The message processor uses `gval` for evaluating the terms. It provides a basic set of operators like string comparison and arithmetic operations.

Accessible for operations are
- `name` of the message
- `timestamp` or `time` of the message
- `type`, `type-id` of the message (also `tag_type`, `tag_type-id` and `tag_typeid`)
- `stype`, `stype-id` of the message (if message has theses tags, also `tag_stype`, `tag_stype-id` and `tag_stypeid`)
- `value` for a CCMetric message (also `field_value`)
- `event` for a CCEvent message (also `field_event`)
- `control` for a CCControl message (also `field_control`)
- `log` for a CCLog message (also `field_log`)
- `messagetype` or `msgtype`. Possible values `event`, `metric`, `log` and `control`.

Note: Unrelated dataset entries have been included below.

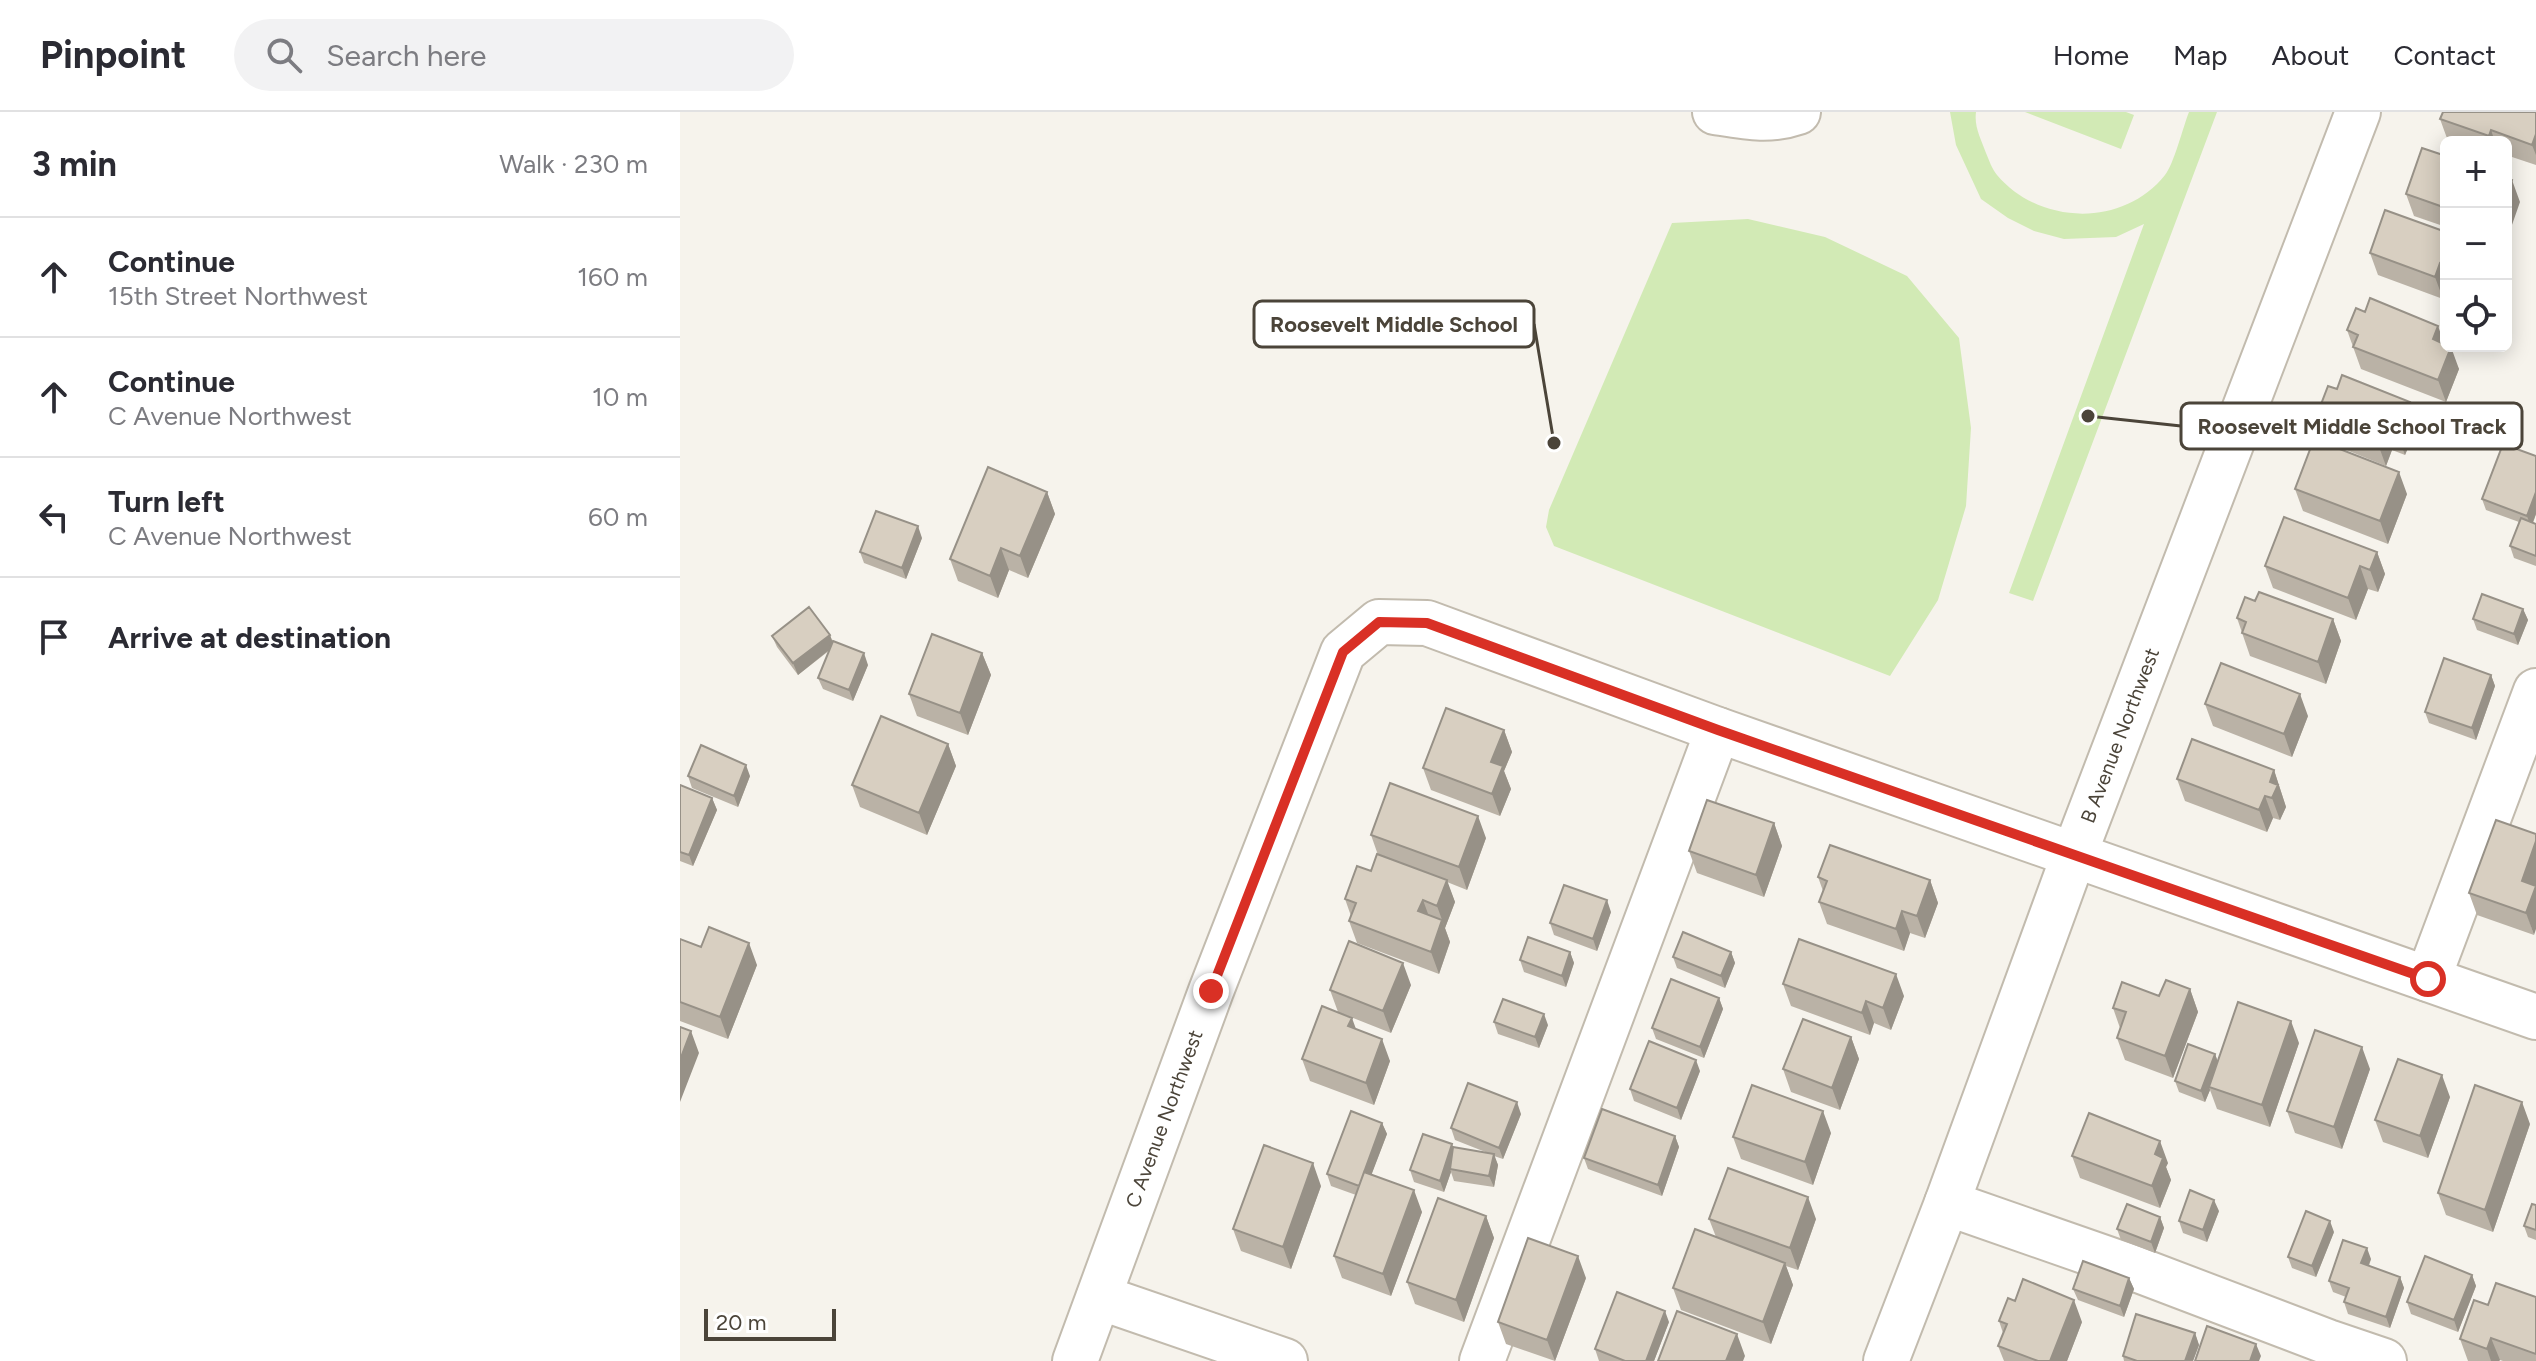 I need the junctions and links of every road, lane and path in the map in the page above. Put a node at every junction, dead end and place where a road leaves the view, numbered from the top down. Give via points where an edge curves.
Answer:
1 (1715, 112) edge
2 (1798, 112) edge
3 (2358, 112) edge
4 (2536, 691) edge
5 (1718, 730) junction
6 (2074, 855) junction
7 (2428, 979) junction
8 (2536, 1017) edge
9 (1947, 1203) junction
10 (1099, 1297) junction
11 (1075, 1361) edge
12 (1285, 1361) edge
13 (1482, 1361) edge
14 (1886, 1361) edge
15 (2384, 1361) edge

1 - 2 street via 1779,119
3 - 6 street, B Avenue Northwest
4 - 7 street
5 - 6 street, C Avenue Northwest
5 - 10 street, C Avenue Northwest via 1427,623 1379,622 1343,652
5 - 13 street
6 - 7 street, C Avenue Northwest
6 - 9 street, B Avenue Northwest
7 - 8 street, C Avenue Northwest
9 - 14 street, B Avenue Northwest
9 - 15 street
10 - 11 street, C Avenue Northwest
10 - 12 street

Generally, all tags are accessible with `tag_<tagkey>`, `tags_<tagkey>` or `tags.<tagkey>`. Similarly for all fields with `field[s]?[_.]<fieldkey>`. For meta information `meta[_.]<metakey>` (there is no `metas[_.]<metakey>`).

The [syntax of `expr`](https://expr-lang.org/docs/language-definition) is accepted with some additions:
- Comparing strings: `==`, `!=`, `str matches regex` (use `%` instead of `\`!)
- Combining conditions: `&&`, `||`
- Comparing numbers: `==`, `!=`, `<`, `>`, `<=`, `>=`
- Test lists: `<value> in <list>`
- Topological tests: `tag_type-id in getCpuListOfType("socket", "1")` (test if the metric belongs to socket 1 in local node topology)

Often the operations are written in JSON files for loading them at startup. In JSON, some characters are not allowed. Therefore, the term syntax reflects that:
- use `''` instead of `""` for strings
- for the regexes, use `%` instead of `\`


For operations that should be applied on all messages, use the condition `true`.

### Overhead

The operations taking conditions are pre-processed, which is commonly the time consuming part but, of course, with each added operation, the time to process a message
increases. Moreover, the processing creates a copy of the message.